The rapid deployment of generative AI tutors in multicultural classrooms promises personalized learning but risks exacerbating inequity. These tools, often trained on culturally-biased, “WEIRD” (Western, Educated, Industrialized, Rich, Democratic) data, may not account for the diverse linguistic and contextual needs of all students, potentially reinforcing a dominant “algorithmic monoculturalism.” This study investigates the impact of culturally-misaligned AI tutors on educational equity. It aims to (1) audit the cultural responsiveness of commercial AI tutors, (2) quantitatively measure their differential impact on student belonging and engagement, and (3) qualitatively explore the lived experiences of marginalized students. A sequential explanatory mixed-methods design was employed. Phase 1 involved a computational content audit (AICR Rubric). Phase 2 was a quasi-experiment (N=180) with pre/post-tests measuring belonging and engagement. Phase 3 used phenomenological interviews (N=30) with marginalized students. The audit confirmed significant cultural misalignment in AI tutors (Tutor A M=1.5/5.0).

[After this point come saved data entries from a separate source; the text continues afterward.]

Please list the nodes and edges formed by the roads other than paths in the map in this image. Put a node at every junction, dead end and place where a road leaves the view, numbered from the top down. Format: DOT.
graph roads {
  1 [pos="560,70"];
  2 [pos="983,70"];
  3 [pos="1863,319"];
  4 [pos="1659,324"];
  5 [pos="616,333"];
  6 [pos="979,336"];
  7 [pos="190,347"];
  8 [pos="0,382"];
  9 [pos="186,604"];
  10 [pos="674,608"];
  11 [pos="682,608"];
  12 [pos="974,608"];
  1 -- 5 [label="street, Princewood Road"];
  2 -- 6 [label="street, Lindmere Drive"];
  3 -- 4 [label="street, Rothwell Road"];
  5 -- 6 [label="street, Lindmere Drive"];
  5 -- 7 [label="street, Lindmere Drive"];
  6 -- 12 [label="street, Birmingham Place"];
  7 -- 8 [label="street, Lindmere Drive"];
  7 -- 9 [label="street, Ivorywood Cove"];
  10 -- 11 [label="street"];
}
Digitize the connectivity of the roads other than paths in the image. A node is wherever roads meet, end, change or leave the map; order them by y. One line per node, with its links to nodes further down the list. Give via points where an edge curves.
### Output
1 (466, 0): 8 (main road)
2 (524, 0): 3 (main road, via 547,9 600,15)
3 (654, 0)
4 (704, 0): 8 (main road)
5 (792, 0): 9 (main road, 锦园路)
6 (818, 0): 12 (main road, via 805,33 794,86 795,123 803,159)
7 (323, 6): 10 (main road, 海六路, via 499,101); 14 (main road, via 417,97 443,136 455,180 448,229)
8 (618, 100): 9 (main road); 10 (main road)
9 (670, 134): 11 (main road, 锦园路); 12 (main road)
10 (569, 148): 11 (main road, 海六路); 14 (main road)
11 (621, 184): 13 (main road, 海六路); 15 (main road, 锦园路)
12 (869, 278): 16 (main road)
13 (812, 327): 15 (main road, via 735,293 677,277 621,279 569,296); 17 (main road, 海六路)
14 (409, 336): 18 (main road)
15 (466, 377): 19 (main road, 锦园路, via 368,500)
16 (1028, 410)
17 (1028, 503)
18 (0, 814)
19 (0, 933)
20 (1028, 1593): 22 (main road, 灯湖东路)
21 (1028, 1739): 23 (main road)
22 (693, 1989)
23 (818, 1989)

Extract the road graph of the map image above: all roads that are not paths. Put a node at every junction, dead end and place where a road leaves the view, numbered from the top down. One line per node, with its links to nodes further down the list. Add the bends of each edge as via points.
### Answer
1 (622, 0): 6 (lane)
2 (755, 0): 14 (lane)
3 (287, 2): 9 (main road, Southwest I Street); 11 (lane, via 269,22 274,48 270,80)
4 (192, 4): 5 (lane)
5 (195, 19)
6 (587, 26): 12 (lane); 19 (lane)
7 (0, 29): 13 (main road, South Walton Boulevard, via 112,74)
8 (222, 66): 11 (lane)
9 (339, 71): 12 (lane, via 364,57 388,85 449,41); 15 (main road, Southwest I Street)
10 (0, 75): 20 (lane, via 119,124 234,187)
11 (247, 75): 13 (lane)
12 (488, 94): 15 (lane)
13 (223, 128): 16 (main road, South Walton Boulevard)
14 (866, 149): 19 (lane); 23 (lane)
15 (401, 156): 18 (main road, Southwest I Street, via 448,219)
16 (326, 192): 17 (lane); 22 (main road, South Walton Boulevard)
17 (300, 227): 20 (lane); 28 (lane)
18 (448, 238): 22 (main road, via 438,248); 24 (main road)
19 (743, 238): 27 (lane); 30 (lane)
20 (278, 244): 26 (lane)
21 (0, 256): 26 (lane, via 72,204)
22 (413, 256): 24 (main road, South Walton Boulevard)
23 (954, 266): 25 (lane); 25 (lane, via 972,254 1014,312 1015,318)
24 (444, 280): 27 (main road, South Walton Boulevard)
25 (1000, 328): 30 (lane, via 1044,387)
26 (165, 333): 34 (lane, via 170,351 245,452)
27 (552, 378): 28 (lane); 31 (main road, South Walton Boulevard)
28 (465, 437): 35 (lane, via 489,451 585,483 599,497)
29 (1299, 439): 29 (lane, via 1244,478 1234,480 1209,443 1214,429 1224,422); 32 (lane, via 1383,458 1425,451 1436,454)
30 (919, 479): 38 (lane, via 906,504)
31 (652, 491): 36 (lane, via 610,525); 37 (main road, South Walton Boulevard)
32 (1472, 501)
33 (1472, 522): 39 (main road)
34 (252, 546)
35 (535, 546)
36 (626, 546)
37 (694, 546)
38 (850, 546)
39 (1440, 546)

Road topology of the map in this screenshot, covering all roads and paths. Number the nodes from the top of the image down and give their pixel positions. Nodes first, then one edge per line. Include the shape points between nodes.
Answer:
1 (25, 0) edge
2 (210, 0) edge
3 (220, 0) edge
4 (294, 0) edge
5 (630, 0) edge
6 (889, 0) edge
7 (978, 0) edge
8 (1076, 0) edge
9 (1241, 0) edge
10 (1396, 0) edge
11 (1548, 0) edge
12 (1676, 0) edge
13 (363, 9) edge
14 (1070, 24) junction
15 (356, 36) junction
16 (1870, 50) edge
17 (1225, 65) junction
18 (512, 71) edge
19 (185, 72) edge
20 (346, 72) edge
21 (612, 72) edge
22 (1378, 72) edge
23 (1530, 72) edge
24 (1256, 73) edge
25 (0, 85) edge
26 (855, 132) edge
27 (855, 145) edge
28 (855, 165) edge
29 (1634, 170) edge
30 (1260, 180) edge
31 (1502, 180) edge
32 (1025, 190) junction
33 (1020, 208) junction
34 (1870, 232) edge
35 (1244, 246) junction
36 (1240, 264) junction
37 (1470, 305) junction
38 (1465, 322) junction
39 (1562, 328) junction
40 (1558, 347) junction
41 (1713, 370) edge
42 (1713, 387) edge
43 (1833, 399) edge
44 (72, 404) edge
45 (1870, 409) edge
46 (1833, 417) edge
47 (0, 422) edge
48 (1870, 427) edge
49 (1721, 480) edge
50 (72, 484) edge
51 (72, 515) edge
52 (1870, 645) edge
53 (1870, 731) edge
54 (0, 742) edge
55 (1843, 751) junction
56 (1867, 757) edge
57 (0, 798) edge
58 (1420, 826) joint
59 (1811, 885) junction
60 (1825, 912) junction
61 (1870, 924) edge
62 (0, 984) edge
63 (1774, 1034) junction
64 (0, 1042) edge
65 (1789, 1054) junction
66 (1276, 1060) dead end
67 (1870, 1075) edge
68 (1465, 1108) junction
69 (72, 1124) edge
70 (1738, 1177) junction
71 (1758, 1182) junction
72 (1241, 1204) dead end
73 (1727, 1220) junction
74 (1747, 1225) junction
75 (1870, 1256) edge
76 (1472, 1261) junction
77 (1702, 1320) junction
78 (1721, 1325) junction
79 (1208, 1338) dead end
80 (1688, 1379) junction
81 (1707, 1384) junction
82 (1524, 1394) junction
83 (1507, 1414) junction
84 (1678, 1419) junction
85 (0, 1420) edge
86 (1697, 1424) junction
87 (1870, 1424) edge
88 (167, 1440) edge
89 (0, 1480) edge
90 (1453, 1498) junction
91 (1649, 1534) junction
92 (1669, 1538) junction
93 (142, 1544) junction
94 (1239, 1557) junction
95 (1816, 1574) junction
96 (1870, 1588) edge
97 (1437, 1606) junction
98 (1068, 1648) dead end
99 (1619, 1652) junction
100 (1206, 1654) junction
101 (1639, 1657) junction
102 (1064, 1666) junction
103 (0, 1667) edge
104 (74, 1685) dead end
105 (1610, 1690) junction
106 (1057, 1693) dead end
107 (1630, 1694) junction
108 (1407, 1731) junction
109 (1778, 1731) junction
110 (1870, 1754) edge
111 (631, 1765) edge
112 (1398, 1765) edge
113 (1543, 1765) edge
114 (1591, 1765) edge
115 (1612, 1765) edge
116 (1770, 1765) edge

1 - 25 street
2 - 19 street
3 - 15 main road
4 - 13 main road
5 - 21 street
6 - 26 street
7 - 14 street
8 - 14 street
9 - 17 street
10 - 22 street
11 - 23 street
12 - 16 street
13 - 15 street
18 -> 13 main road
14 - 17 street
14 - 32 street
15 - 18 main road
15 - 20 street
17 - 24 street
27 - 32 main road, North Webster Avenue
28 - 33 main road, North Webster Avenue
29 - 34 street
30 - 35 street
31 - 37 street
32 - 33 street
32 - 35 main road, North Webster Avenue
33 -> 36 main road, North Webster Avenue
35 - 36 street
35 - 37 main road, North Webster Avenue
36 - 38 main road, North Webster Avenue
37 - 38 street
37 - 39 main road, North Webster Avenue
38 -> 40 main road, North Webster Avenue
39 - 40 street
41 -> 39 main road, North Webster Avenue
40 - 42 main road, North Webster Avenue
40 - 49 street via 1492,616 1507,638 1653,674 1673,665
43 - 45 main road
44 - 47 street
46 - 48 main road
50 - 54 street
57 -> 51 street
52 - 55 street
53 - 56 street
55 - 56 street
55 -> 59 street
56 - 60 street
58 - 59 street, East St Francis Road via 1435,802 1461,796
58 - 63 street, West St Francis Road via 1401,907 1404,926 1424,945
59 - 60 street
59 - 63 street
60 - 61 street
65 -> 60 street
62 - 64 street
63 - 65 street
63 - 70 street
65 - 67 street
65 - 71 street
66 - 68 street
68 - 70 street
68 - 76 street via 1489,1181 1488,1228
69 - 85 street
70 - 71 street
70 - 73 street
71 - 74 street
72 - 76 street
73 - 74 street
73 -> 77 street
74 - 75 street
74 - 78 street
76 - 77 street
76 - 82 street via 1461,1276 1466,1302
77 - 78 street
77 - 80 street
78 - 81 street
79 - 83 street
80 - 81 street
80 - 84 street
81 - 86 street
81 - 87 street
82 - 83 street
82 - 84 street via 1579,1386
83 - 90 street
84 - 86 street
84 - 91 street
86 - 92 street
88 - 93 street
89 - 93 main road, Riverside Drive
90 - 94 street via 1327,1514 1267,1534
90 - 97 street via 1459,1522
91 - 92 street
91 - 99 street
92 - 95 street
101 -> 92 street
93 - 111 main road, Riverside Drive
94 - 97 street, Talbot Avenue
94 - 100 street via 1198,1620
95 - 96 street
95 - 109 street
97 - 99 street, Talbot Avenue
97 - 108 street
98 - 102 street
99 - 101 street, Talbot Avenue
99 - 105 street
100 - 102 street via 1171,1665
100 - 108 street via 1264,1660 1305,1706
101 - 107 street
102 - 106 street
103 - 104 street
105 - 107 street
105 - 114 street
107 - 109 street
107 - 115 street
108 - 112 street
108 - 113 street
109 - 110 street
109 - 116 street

The quasi-experiment revealed a statistically significant decline in academic belonging (p < .001) and engagement for the marginalized group, with no negative effect on the dominant group. Qualitative themes of “Perceived Algorithmic Judgment” and “Cognitive Friction” explained this iatrogenic effect. Standard “one-size-fits-all” AI tutors can actively cause harm, creating new equity gaps by failing to address cultural context. The study provides a novel framework for equity-focused AI assessment and calls for a design paradigm shift towards culturally sustaining technology.